Activity: Report how many lines of the material below contain the string "Klostermannova". The reply is that number and no more.

────────────────────

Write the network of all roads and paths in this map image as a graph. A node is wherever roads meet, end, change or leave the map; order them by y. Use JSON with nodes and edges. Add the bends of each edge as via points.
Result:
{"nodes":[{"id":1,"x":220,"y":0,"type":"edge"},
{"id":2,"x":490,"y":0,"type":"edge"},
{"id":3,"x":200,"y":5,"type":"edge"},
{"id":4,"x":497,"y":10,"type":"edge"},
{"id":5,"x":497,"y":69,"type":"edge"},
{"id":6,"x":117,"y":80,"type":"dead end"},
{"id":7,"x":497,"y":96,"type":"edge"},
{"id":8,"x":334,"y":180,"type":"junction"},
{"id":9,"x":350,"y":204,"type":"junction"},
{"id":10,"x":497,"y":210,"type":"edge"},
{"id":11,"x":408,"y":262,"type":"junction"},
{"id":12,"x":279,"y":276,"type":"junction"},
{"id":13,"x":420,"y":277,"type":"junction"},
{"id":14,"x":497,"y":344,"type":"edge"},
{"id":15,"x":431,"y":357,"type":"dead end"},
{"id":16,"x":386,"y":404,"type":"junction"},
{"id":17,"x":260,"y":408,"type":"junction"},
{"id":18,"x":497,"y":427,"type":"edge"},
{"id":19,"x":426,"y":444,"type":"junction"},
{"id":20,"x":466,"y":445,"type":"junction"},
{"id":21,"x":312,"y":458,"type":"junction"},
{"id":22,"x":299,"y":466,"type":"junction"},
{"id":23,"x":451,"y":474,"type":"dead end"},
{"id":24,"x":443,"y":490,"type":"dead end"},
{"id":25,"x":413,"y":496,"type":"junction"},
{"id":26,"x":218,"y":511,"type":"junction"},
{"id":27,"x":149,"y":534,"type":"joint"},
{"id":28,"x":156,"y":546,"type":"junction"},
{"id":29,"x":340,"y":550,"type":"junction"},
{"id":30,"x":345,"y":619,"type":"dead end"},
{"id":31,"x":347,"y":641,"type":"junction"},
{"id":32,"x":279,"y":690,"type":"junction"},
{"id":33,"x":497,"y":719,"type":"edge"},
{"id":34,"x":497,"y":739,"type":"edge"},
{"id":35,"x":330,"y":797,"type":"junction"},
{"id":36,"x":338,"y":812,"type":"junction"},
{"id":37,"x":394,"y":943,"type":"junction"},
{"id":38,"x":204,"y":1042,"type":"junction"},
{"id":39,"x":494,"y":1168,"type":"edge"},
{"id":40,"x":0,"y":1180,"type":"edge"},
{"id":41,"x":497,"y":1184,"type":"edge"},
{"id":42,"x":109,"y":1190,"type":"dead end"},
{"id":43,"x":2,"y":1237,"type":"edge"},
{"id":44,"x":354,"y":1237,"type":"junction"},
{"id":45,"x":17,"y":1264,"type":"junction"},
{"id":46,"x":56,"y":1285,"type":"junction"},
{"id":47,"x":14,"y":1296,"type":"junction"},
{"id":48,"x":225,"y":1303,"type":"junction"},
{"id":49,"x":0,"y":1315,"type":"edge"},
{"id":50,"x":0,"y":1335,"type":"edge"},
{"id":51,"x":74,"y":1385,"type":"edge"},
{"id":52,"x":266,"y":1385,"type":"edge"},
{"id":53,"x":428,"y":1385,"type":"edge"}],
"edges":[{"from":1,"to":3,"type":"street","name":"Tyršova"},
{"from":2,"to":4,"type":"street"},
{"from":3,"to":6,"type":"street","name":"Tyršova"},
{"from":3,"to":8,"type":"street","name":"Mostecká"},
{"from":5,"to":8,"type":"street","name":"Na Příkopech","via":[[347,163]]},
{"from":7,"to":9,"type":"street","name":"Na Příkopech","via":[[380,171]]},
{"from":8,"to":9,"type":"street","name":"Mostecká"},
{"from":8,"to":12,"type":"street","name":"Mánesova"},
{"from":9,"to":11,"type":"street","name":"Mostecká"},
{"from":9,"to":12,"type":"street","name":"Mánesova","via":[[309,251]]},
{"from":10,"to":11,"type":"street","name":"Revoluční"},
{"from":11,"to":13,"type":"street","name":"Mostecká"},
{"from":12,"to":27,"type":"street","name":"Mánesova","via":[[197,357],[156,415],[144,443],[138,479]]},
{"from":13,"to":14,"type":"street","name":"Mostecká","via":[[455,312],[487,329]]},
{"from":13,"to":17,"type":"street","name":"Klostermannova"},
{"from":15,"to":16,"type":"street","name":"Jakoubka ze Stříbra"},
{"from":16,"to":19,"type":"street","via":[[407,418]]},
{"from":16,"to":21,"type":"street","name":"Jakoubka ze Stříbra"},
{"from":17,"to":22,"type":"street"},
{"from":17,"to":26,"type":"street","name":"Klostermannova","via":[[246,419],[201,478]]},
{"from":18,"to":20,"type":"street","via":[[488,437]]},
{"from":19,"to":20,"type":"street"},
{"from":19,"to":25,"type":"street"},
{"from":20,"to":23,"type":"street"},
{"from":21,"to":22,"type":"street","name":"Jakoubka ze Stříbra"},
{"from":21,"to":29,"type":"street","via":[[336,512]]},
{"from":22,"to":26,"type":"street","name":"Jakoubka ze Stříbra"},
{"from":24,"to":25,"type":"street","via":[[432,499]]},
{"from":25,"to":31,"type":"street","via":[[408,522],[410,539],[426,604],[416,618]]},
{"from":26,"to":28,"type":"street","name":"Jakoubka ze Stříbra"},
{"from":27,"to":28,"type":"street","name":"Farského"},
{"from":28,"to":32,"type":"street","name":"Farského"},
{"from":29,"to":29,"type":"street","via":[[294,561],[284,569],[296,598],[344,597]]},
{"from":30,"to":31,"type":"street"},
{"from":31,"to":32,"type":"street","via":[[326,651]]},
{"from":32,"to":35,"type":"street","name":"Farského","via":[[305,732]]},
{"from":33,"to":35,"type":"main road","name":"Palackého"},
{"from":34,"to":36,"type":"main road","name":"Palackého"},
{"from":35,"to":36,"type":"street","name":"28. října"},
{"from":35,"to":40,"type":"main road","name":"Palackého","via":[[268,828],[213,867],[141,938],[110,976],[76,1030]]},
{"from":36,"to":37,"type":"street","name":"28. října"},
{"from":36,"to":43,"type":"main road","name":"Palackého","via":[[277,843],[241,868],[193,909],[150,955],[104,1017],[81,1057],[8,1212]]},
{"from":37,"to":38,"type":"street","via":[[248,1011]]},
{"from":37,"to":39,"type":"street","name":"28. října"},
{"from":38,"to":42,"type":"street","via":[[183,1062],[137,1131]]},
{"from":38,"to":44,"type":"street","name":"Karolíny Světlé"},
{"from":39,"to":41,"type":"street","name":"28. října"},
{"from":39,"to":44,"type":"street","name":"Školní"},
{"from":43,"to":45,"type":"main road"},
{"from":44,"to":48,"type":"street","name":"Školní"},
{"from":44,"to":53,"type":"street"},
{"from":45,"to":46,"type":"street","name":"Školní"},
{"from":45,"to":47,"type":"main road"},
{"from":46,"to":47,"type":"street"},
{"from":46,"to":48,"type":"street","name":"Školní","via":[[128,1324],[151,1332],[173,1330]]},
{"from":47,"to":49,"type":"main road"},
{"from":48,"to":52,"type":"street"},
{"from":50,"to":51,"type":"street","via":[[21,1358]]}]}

────────────────────

Solution below: 2